* The task:
Please output every record exactly, keeping each line as it is.

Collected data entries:
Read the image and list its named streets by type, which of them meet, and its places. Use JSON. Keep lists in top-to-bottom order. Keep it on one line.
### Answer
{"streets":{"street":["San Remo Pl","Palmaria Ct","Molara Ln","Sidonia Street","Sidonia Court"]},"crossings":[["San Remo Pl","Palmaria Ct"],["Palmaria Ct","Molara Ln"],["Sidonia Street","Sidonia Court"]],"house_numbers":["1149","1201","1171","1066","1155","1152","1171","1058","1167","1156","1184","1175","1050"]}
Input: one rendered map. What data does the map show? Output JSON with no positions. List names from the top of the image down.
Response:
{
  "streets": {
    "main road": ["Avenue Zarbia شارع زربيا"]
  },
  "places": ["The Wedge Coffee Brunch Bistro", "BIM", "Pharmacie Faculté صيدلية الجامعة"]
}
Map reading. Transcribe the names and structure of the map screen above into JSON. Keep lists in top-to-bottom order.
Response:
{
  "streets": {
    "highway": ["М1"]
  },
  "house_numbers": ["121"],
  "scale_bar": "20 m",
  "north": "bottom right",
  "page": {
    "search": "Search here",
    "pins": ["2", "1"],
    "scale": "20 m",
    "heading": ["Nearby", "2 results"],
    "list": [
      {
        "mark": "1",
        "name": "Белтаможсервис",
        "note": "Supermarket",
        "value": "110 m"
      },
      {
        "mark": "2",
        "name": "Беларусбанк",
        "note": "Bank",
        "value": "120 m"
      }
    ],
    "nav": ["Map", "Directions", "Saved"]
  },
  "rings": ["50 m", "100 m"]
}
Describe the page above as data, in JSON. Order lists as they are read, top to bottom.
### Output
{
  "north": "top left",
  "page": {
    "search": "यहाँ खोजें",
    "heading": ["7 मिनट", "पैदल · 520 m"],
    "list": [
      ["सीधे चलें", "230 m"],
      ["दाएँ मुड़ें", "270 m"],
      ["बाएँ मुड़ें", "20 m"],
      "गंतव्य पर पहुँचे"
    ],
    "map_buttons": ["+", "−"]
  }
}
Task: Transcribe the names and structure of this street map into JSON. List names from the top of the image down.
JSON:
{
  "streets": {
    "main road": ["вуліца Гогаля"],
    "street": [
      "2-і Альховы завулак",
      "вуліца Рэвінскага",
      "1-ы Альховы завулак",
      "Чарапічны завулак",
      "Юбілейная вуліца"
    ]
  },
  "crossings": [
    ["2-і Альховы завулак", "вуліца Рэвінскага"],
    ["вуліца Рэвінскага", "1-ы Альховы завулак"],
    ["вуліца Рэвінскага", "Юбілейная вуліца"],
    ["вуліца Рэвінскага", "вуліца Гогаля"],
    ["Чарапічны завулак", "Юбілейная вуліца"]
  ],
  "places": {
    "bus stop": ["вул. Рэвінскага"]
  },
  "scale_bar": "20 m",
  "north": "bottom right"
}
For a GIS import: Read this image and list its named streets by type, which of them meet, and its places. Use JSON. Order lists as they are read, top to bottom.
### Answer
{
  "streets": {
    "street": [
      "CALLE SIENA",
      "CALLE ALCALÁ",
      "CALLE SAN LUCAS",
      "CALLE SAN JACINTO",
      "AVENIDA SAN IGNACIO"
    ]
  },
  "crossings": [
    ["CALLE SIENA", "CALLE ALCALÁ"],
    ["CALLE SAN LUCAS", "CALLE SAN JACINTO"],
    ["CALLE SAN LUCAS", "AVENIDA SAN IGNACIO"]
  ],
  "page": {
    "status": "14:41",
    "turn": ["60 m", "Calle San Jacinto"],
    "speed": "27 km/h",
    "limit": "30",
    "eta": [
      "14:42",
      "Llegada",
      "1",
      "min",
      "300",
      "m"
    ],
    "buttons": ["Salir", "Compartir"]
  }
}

* Exercise answer:
Read the image and list its named streets by type, which of them meet, and its places. Use JSON. Keep lists in top-to-bottom order. Keep it on one line.
### Answer
{"streets":{"street":["San Remo Pl","Palmaria Ct","Molara Ln","Sidonia Street","Sidonia Court"]},"crossings":[["San Remo Pl","Palmaria Ct"],["Palmaria Ct","Molara Ln"],["Sidonia Street","Sidonia Court"]],"house_numbers":["1149","1201","1171","1066","1155","1152","1171","1058","1167","1156","1184","1175","1050"]}
Input: one rendered map. What data does the map show? Output JSON with no positions. List names from the top of the image down.
Response:
{
  "streets": {
    "main road": ["Avenue Zarbia شارع زربيا"]
  },
  "places": ["The Wedge Coffee Brunch Bistro", "BIM", "Pharmacie Faculté صيدلية الجامعة"]
}
Map reading. Transcribe the names and structure of the map screen above into JSON. Keep lists in top-to-bottom order.
Response:
{
  "streets": {
    "highway": ["М1"]
  },
  "house_numbers": ["121"],
  "scale_bar": "20 m",
  "north": "bottom right",
  "page": {
    "search": "Search here",
    "pins": ["2", "1"],
    "scale": "20 m",
    "heading": ["Nearby", "2 results"],
    "list": [
      {
        "mark": "1",
        "name": "Белтаможсервис",
        "note": "Supermarket",
        "value": "110 m"
      },
      {
        "mark": "2",
        "name": "Беларусбанк",
        "note": "Bank",
        "value": "120 m"
      }
    ],
    "nav": ["Map", "Directions", "Saved"]
  },
  "rings": ["50 m", "100 m"]
}
Describe the page above as data, in JSON. Order lists as they are read, top to bottom.
### Output
{
  "north": "top left",
  "page": {
    "search": "यहाँ खोजें",
    "heading": ["7 मिनट", "पैदल · 520 m"],
    "list": [
      ["सीधे चलें", "230 m"],
      ["दाएँ मुड़ें", "270 m"],
      ["बाएँ मुड़ें", "20 m"],
      "गंतव्य पर पहुँचे"
    ],
    "map_buttons": ["+", "−"]
  }
}
Task: Transcribe the names and structure of this street map into JSON. List names from the top of the image down.
JSON:
{
  "streets": {
    "main road": ["вуліца Гогаля"],
    "street": [
      "2-і Альховы завулак",
      "вуліца Рэвінскага",
      "1-ы Альховы завулак",
      "Чарапічны завулак",
      "Юбілейная вуліца"
    ]
  },
  "crossings": [
    ["2-і Альховы завулак", "вуліца Рэвінскага"],
    ["вуліца Рэвінскага", "1-ы Альховы завулак"],
    ["вуліца Рэвінскага", "Юбілейная вуліца"],
    ["вуліца Рэвінскага", "вуліца Гогаля"],
    ["Чарапічны завулак", "Юбілейная вуліца"]
  ],
  "places": {
    "bus stop": ["вул. Рэвінскага"]
  },
  "scale_bar": "20 m",
  "north": "bottom right"
}
For a GIS import: Read this image and list its named streets by type, which of them meet, and its places. Use JSON. Order lists as they are read, top to bottom.
### Answer
{
  "streets": {
    "street": [
      "CALLE SIENA",
      "CALLE ALCALÁ",
      "CALLE SAN LUCAS",
      "CALLE SAN JACINTO",
      "AVENIDA SAN IGNACIO"
    ]
  },
  "crossings": [
    ["CALLE SIENA", "CALLE ALCALÁ"],
    ["CALLE SAN LUCAS", "CALLE SAN JACINTO"],
    ["CALLE SAN LUCAS", "AVENIDA SAN IGNACIO"]
  ],
  "page": {
    "status": "14:41",
    "turn": ["60 m", "Calle San Jacinto"],
    "speed": "27 km/h",
    "limit": "30",
    "eta": [
      "14:42",
      "Llegada",
      "1",
      "min",
      "300",
      "m"
    ],
    "buttons": ["Salir", "Compartir"]
  }
}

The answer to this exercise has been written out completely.